Scaling up quantum processors remains very challenging, even for today’s most successful platforms. Molecular complexes, synthesized by chemical methods, combine a perfect reproducibility with the ability to tune their properties. The latter property allows scaling up quantum resources within each molecule, e.g. by encoding multiple qubits or, in general, d-dimensional qudits in their electronic and nuclear spin states. A molecule can then can act as a small-scale universal quantum processor or even correct errors [1-4]. Exploiting these systems calls for a solid-state platform able to initialize, control and read-out the molecular spins, and of establishing the communication channels between remote spins that are needed for full scalability [5]. I’ll discuss recent experiments aimed at achieving this goal by coupling molecular spins to chips hosting multiple LC superconducting resonators and transmission lines [6-8]. Results performed on molecular spin ensembles provide proof-of-concept implementations of the basic quantum operations.
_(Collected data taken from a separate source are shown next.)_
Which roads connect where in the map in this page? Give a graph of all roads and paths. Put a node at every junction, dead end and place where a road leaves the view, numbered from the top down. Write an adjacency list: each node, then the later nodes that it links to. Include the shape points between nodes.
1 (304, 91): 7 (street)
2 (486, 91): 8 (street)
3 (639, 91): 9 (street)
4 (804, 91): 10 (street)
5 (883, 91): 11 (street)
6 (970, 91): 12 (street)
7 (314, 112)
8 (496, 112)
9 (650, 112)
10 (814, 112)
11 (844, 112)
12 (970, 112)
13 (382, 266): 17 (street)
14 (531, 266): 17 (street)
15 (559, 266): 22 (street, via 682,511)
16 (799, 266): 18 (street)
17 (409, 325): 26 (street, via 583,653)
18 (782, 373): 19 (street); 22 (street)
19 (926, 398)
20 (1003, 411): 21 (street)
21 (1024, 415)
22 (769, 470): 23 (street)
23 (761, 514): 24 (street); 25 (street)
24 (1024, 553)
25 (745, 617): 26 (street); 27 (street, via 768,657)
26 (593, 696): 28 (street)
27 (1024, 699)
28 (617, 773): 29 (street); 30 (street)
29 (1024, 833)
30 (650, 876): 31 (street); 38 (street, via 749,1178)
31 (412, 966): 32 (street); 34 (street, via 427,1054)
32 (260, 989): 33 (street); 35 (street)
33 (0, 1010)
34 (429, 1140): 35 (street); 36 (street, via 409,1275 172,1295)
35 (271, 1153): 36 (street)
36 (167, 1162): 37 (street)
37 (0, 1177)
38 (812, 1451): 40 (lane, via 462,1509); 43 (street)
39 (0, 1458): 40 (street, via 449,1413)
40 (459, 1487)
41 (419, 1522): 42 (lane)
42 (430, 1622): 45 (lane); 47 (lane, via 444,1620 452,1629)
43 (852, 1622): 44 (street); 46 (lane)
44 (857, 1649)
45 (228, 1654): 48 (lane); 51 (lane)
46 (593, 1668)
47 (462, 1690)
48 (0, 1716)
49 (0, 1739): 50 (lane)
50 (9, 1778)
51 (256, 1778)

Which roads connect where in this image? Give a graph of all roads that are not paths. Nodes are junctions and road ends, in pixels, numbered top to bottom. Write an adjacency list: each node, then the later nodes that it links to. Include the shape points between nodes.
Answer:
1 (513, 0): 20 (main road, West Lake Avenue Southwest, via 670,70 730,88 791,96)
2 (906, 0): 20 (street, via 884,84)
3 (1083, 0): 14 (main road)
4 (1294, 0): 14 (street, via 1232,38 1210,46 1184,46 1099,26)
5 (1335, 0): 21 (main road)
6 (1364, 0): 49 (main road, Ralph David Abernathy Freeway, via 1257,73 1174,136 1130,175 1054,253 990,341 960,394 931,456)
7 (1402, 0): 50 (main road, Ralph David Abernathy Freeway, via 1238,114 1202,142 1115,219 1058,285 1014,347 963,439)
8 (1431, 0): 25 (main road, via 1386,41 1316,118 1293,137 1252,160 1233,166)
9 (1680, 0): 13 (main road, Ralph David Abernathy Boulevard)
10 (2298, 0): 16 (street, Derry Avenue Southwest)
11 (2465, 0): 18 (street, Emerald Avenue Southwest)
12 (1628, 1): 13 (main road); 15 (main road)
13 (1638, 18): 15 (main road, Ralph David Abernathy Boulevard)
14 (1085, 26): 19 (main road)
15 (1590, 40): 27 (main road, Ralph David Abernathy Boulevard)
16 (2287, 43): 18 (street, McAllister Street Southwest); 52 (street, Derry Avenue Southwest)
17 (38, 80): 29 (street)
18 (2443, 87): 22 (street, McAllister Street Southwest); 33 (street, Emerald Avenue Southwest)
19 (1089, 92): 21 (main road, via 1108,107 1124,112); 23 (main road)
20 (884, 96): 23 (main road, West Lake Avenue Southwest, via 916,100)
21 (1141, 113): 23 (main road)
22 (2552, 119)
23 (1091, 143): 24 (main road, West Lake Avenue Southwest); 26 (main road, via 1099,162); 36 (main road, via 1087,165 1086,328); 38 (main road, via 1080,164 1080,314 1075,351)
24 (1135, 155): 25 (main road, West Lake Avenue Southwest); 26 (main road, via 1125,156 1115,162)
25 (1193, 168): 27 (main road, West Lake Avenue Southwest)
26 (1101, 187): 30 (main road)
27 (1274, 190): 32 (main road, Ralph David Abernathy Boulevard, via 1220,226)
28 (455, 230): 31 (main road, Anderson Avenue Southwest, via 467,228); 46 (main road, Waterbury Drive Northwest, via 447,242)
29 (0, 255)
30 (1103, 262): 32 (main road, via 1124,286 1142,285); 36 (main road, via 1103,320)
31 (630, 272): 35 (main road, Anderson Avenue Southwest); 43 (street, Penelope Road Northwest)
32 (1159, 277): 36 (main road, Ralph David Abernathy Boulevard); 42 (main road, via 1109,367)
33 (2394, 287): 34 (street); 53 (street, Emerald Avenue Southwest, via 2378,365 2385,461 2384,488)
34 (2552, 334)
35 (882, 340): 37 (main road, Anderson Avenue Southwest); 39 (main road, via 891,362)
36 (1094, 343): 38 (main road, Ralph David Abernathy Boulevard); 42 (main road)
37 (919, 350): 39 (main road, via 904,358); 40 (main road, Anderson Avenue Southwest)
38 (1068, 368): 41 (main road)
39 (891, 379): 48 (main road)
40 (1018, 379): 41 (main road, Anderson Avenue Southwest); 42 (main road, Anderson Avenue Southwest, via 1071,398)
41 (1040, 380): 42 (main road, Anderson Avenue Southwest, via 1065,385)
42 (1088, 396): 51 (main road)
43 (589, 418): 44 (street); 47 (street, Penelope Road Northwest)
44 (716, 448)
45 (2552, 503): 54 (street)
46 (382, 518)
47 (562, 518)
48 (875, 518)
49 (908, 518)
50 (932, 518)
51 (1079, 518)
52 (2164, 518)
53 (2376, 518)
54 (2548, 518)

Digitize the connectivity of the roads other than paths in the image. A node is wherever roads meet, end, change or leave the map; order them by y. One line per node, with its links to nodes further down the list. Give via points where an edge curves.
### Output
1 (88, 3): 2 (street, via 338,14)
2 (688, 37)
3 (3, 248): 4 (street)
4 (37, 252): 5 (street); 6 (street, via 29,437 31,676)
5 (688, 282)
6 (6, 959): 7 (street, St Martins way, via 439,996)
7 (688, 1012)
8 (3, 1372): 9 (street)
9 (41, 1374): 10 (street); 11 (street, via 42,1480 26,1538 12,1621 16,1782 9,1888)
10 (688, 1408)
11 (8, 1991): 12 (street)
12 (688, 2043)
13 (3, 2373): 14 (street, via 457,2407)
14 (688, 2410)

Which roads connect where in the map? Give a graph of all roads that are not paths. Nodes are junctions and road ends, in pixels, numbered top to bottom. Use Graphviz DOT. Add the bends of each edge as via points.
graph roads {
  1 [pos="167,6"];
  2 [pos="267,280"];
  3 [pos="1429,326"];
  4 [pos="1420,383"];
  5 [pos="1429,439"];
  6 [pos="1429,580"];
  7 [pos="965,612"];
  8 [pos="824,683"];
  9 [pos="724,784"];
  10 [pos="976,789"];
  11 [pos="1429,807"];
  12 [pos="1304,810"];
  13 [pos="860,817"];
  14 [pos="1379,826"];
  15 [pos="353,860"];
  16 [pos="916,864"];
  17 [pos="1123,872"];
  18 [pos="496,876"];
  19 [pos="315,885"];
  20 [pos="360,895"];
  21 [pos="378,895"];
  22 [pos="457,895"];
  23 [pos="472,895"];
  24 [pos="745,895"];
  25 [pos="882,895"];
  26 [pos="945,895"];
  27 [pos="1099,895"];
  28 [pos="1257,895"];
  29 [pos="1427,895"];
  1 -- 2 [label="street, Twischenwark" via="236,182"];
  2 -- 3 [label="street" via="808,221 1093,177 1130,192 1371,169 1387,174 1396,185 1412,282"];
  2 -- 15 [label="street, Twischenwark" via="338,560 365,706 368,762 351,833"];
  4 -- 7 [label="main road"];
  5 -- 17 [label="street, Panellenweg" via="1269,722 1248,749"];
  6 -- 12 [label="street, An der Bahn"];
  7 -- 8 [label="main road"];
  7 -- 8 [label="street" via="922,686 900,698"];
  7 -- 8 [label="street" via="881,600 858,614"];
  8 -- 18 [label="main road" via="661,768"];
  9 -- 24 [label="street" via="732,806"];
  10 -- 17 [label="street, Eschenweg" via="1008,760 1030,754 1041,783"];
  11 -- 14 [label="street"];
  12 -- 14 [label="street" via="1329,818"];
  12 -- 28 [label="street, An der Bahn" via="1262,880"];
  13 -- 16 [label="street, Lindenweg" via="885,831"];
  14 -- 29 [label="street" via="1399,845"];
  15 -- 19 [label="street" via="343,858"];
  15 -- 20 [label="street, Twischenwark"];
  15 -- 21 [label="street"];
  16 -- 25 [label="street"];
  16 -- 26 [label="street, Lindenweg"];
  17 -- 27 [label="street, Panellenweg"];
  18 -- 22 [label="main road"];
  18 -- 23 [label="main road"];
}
Also, we find that the circuit can mediate effective interactions between distinct spin ensembles located on separately addressable remote resonators. In the case of electronuclear spin qudits, high cooperativity coupling to electronic and even nuclear spins has been achieved [6], which provide the basis for a full control and detection of the multiple spin states. Finally, I’ll discuss different strategies, based on the optimization of either the circuit [7,9] or the molecular integration [10], for extending this approach to address individual molecular spins.